Problem: When you reproduce the data, keep every word exactly as it stands and leave the pictures out.

··· Records provided ···

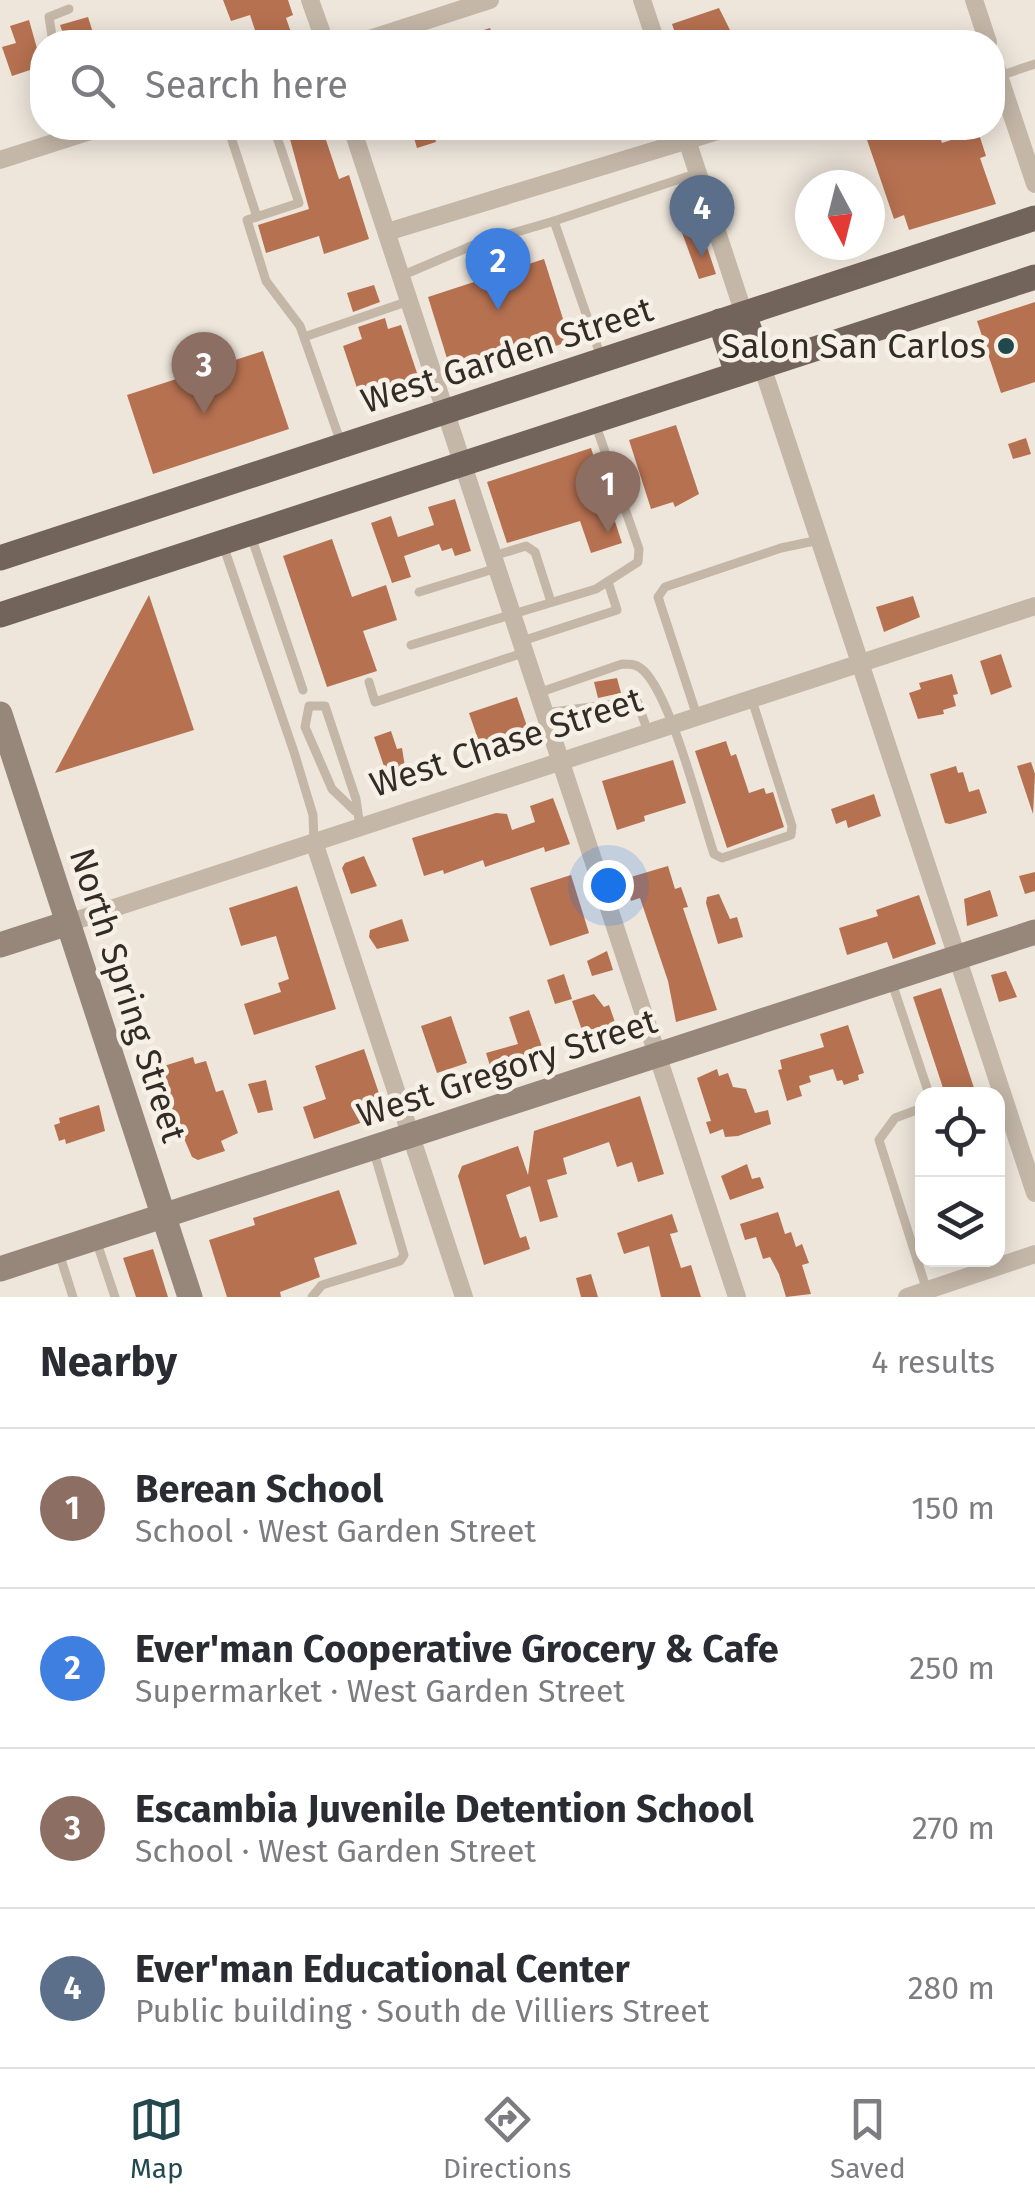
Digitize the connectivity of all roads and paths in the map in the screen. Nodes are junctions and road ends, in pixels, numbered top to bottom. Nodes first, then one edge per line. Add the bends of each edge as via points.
1 (310, 0) edge
2 (490, 0) edge
3 (642, 0) edge
4 (974, 0) edge
5 (69, 10) dead end
6 (52, 30) edge
7 (320, 30) edge
8 (397, 30) edge
9 (652, 30) edge
10 (984, 30) edge
11 (1035, 64) edge
12 (1005, 74) edge
13 (1005, 94) edge
14 (58, 140) edge
15 (232, 140) edge
16 (278, 140) edge
17 (356, 140) edge
18 (668, 140) edge
19 (688, 140) edge
20 (0, 160) edge
21 (698, 174) junction
22 (1035, 184) edge
23 (256, 217) junction
24 (1035, 218) edge
25 (554, 221) junction
26 (387, 232) junction
27 (401, 276) junction
28 (1035, 276) edge
29 (409, 300) junction
30 (732, 318) junction
31 (304, 336) junction
32 (602, 360) junction
33 (749, 370) junction
34 (446, 411) junction
35 (594, 420) junction
36 (342, 445) junction
37 (462, 464) junction
38 (250, 533) junction
39 (819, 540) junction
40 (223, 542) junction
41 (0, 558) edge
42 (495, 562) junction
43 (608, 582) junction
44 (419, 592) dead end
45 (551, 602) junction
46 (1035, 606) edge
47 (512, 614) junction
48 (0, 615) edge
49 (411, 645) dead end
50 (524, 646) junction
51 (860, 663) junction
52 (369, 682) dead end
53 (303, 690) dead end
54 (538, 692) junction
55 (751, 699) junction
56 (545, 713) junction
57 (0, 714) edge
58 (697, 716) junction
59 (670, 725) junction
60 (648, 732) junction
61 (561, 761) junction
62 (357, 819) junction
63 (314, 842) junction
64 (68, 923) junction
65 (1035, 932) edge
66 (0, 946) edge
67 (958, 958) junction
68 (891, 980) junction
69 (658, 1056) junction
70 (927, 1087) edge
71 (915, 1111) edge
72 (411, 1137) junction
73 (373, 1149) junction
74 (1035, 1193) edge
75 (164, 1217) junction
76 (96, 1238) junction
77 (58, 1250) junction
78 (1035, 1254) edge
79 (0, 1269) edge
80 (927, 1291) junction
81 (73, 1297) edge
82 (115, 1297) edge
83 (190, 1297) edge
84 (312, 1297) edge
85 (464, 1297) edge
86 (737, 1297) edge
87 (907, 1297) edge

1 - 7 street
2 - 8 street
3 - 9 street
4 - 10 street
5 - 6 lane via 50,17
11 - 12 lane
13 - 22 street
14 - 20 street
15 - 23 lane
16 - 23 lane via 299,203
17 - 26 street
18 - 26 street
19 - 21 street
21 - 25 lane
21 - 30 street
23 - 31 lane via 247,220 266,281
24 - 30 main road, West Garden Street
25 - 27 lane
25 - 32 lane
26 - 27 street
27 - 29 street
28 - 33 main road
29 - 31 lane
29 - 34 street
30 - 32 main road, West Garden Street
30 - 33 main road
31 - 36 lane
32 - 34 main road, West Garden Street
33 - 35 main road
33 - 39 street
34 - 36 main road, West Garden Street
34 - 37 street
35 - 37 main road
35 - 43 lane via 639,548 634,566
36 - 41 main road, West Garden Street
37 - 38 main road
37 - 42 street
38 - 40 main road
38 - 53 lane
39 - 51 street
39 - 58 lane via 665,588 658,597
40 - 48 main road
40 - 63 lane via 308,800
42 - 44 lane
42 - 45 lane via 526,546 535,552
42 - 47 street
43 - 45 lane
43 - 50 lane via 617,610
45 - 47 lane
46 - 51 street, West Chase Street
47 - 49 lane
47 - 50 street
50 - 52 lane via 375,702
50 - 54 street
51 - 55 street, West Chase Street
51 - 67 street
54 - 56 street
54 - 59 lane via 636,664 651,680
55 - 58 street, West Chase Street
55 - 59 lane via 791,835 722,858 714,854
56 - 60 lane via 637,701
56 - 61 street
57 - 64 street, North Spring Street
58 - 59 street, West Chase Street
59 - 60 street, West Chase Street
60 - 61 street, West Chase Street
61 - 62 street, West Chase Street
61 - 69 street
62 - 62 lane via 325,706 309,706 305,727 332,790
62 - 63 street, West Chase Street
63 - 64 street, West Chase Street
63 - 72 street
64 - 66 street, West Chase Street
64 - 75 street, North Spring Street
65 - 67 street, West Gregory Street
67 - 68 street, West Gregory Street
67 - 74 street
68 - 69 street, West Gregory Street
68 - 70 lane
69 - 72 street, West Gregory Street
69 - 86 street
71 - 80 lane via 895,1118 880,1140
72 - 73 street, West Gregory Street
72 - 85 street
73 - 75 street, West Gregory Street
73 - 84 lane via 404,1255 322,1285
75 - 76 street, West Gregory Street
75 - 83 street, North Spring Street
76 - 77 street, West Gregory Street
76 - 82 lane
77 - 79 street, West Gregory Street
77 - 81 lane
78 - 80 street
80 - 87 street

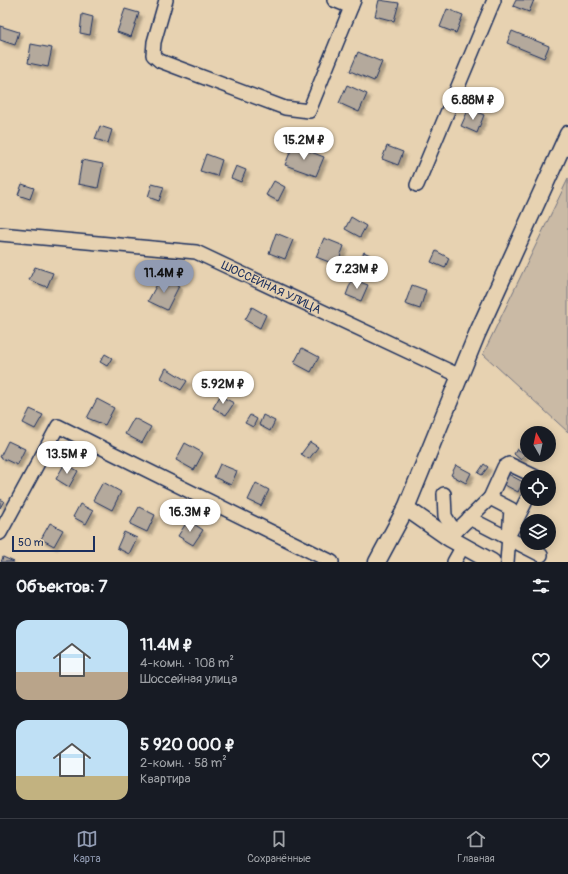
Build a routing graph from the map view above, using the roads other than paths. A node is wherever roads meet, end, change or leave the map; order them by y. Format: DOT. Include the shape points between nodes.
graph roads {
  1 [pos="166,0"];
  2 [pos="334,0"];
  3 [pos="494,0"];
  4 [pos="353,4"];
  5 [pos="568,134"];
  6 [pos="417,185"];
  7 [pos="0,234"];
  8 [pos="460,376"];
  9 [pos="521,470"];
  10 [pos="444,494"];
  11 [pos="490,498"];
  12 [pos="524,506"];
  13 [pos="406,508"];
  14 [pos="469,518"];
  15 [pos="0,533"];
  16 [pos="452,535"];
  17 [pos="508,537"];
  18 [pos="464,546"];
  19 [pos="543,560"];
  20 [pos="332,562"];
  21 [pos="377,562"];
  22 [pos="454,562"];
  23 [pos="492,562"];
  24 [pos="507,562"];
  1 -- 4 [label="street" via="154,42 154,55 160,61 285,108 309,111"];
  2 -- 4 [label="street"];
  3 -- 6 [label="street"];
  5 -- 8 [label="main road"];
  7 -- 8 [label="street, ШОССЕЙНАЯ УЛИЦА" via="196,252"];
  8 -- 13 [label="main road"];
  9 -- 11 [label="street" via="508,464 504,467"];
  10 -- 16 [label="street" via="445,516"];
  11 -- 14 [label="street"];
  11 -- 17 [label="street" via="511,509"];
  12 -- 17 [label="street"];
  13 -- 16 [label="main road"];
  13 -- 21 [label="main road"];
  14 -- 16 [label="street"];
  14 -- 17 [label="street"];
  15 -- 20 [label="street" via="58,426"];
  16 -- 18 [label="main road"];
  17 -- 19 [label="street"];
  17 -- 24 [label="street"];
  18 -- 22 [label="street"];
  18 -- 23 [label="main road"];
}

···

Answer below:
Digitize the connectivity of all roads and paths in the map in the screen. Nodes are junctions and road ends, in pixels, numbered top to bottom. Nodes first, then one edge per line. Add the bends of each edge as via points.
1 (310, 0) edge
2 (490, 0) edge
3 (642, 0) edge
4 (974, 0) edge
5 (69, 10) dead end
6 (52, 30) edge
7 (320, 30) edge
8 (397, 30) edge
9 (652, 30) edge
10 (984, 30) edge
11 (1035, 64) edge
12 (1005, 74) edge
13 (1005, 94) edge
14 (58, 140) edge
15 (232, 140) edge
16 (278, 140) edge
17 (356, 140) edge
18 (668, 140) edge
19 (688, 140) edge
20 (0, 160) edge
21 (698, 174) junction
22 (1035, 184) edge
23 (256, 217) junction
24 (1035, 218) edge
25 (554, 221) junction
26 (387, 232) junction
27 (401, 276) junction
28 (1035, 276) edge
29 (409, 300) junction
30 (732, 318) junction
31 (304, 336) junction
32 (602, 360) junction
33 (749, 370) junction
34 (446, 411) junction
35 (594, 420) junction
36 (342, 445) junction
37 (462, 464) junction
38 (250, 533) junction
39 (819, 540) junction
40 (223, 542) junction
41 (0, 558) edge
42 (495, 562) junction
43 (608, 582) junction
44 (419, 592) dead end
45 (551, 602) junction
46 (1035, 606) edge
47 (512, 614) junction
48 (0, 615) edge
49 (411, 645) dead end
50 (524, 646) junction
51 (860, 663) junction
52 (369, 682) dead end
53 (303, 690) dead end
54 (538, 692) junction
55 (751, 699) junction
56 (545, 713) junction
57 (0, 714) edge
58 (697, 716) junction
59 (670, 725) junction
60 (648, 732) junction
61 (561, 761) junction
62 (357, 819) junction
63 (314, 842) junction
64 (68, 923) junction
65 (1035, 932) edge
66 (0, 946) edge
67 (958, 958) junction
68 (891, 980) junction
69 (658, 1056) junction
70 (927, 1087) edge
71 (915, 1111) edge
72 (411, 1137) junction
73 (373, 1149) junction
74 (1035, 1193) edge
75 (164, 1217) junction
76 (96, 1238) junction
77 (58, 1250) junction
78 (1035, 1254) edge
79 (0, 1269) edge
80 (927, 1291) junction
81 (73, 1297) edge
82 (115, 1297) edge
83 (190, 1297) edge
84 (312, 1297) edge
85 (464, 1297) edge
86 (737, 1297) edge
87 (907, 1297) edge

1 - 7 street
2 - 8 street
3 - 9 street
4 - 10 street
5 - 6 lane via 50,17
11 - 12 lane
13 - 22 street
14 - 20 street
15 - 23 lane
16 - 23 lane via 299,203
17 - 26 street
18 - 26 street
19 - 21 street
21 - 25 lane
21 - 30 street
23 - 31 lane via 247,220 266,281
24 - 30 main road, West Garden Street
25 - 27 lane
25 - 32 lane
26 - 27 street
27 - 29 street
28 - 33 main road
29 - 31 lane
29 - 34 street
30 - 32 main road, West Garden Street
30 - 33 main road
31 - 36 lane
32 - 34 main road, West Garden Street
33 - 35 main road
33 - 39 street
34 - 36 main road, West Garden Street
34 - 37 street
35 - 37 main road
35 - 43 lane via 639,548 634,566
36 - 41 main road, West Garden Street
37 - 38 main road
37 - 42 street
38 - 40 main road
38 - 53 lane
39 - 51 street
39 - 58 lane via 665,588 658,597
40 - 48 main road
40 - 63 lane via 308,800
42 - 44 lane
42 - 45 lane via 526,546 535,552
42 - 47 street
43 - 45 lane
43 - 50 lane via 617,610
45 - 47 lane
46 - 51 street, West Chase Street
47 - 49 lane
47 - 50 street
50 - 52 lane via 375,702
50 - 54 street
51 - 55 street, West Chase Street
51 - 67 street
54 - 56 street
54 - 59 lane via 636,664 651,680
55 - 58 street, West Chase Street
55 - 59 lane via 791,835 722,858 714,854
56 - 60 lane via 637,701
56 - 61 street
57 - 64 street, North Spring Street
58 - 59 street, West Chase Street
59 - 60 street, West Chase Street
60 - 61 street, West Chase Street
61 - 62 street, West Chase Street
61 - 69 street
62 - 62 lane via 325,706 309,706 305,727 332,790
62 - 63 street, West Chase Street
63 - 64 street, West Chase Street
63 - 72 street
64 - 66 street, West Chase Street
64 - 75 street, North Spring Street
65 - 67 street, West Gregory Street
67 - 68 street, West Gregory Street
67 - 74 street
68 - 69 street, West Gregory Street
68 - 70 lane
69 - 72 street, West Gregory Street
69 - 86 street
71 - 80 lane via 895,1118 880,1140
72 - 73 street, West Gregory Street
72 - 85 street
73 - 75 street, West Gregory Street
73 - 84 lane via 404,1255 322,1285
75 - 76 street, West Gregory Street
75 - 83 street, North Spring Street
76 - 77 street, West Gregory Street
76 - 82 lane
77 - 79 street, West Gregory Street
77 - 81 lane
78 - 80 street
80 - 87 street

Build a routing graph from the map view above, using the roads other than paths. A node is wherever roads meet, end, change or leave the map; order them by y. Format: DOT. Include the shape points between nodes.
graph roads {
  1 [pos="166,0"];
  2 [pos="334,0"];
  3 [pos="494,0"];
  4 [pos="353,4"];
  5 [pos="568,134"];
  6 [pos="417,185"];
  7 [pos="0,234"];
  8 [pos="460,376"];
  9 [pos="521,470"];
  10 [pos="444,494"];
  11 [pos="490,498"];
  12 [pos="524,506"];
  13 [pos="406,508"];
  14 [pos="469,518"];
  15 [pos="0,533"];
  16 [pos="452,535"];
  17 [pos="508,537"];
  18 [pos="464,546"];
  19 [pos="543,560"];
  20 [pos="332,562"];
  21 [pos="377,562"];
  22 [pos="454,562"];
  23 [pos="492,562"];
  24 [pos="507,562"];
  1 -- 4 [label="street" via="154,42 154,55 160,61 285,108 309,111"];
  2 -- 4 [label="street"];
  3 -- 6 [label="street"];
  5 -- 8 [label="main road"];
  7 -- 8 [label="street, ШОССЕЙНАЯ УЛИЦА" via="196,252"];
  8 -- 13 [label="main road"];
  9 -- 11 [label="street" via="508,464 504,467"];
  10 -- 16 [label="street" via="445,516"];
  11 -- 14 [label="street"];
  11 -- 17 [label="street" via="511,509"];
  12 -- 17 [label="street"];
  13 -- 16 [label="main road"];
  13 -- 21 [label="main road"];
  14 -- 16 [label="street"];
  14 -- 17 [label="street"];
  15 -- 20 [label="street" via="58,426"];
  16 -- 18 [label="main road"];
  17 -- 19 [label="street"];
  17 -- 24 [label="street"];
  18 -- 22 [label="street"];
  18 -- 23 [label="main road"];
}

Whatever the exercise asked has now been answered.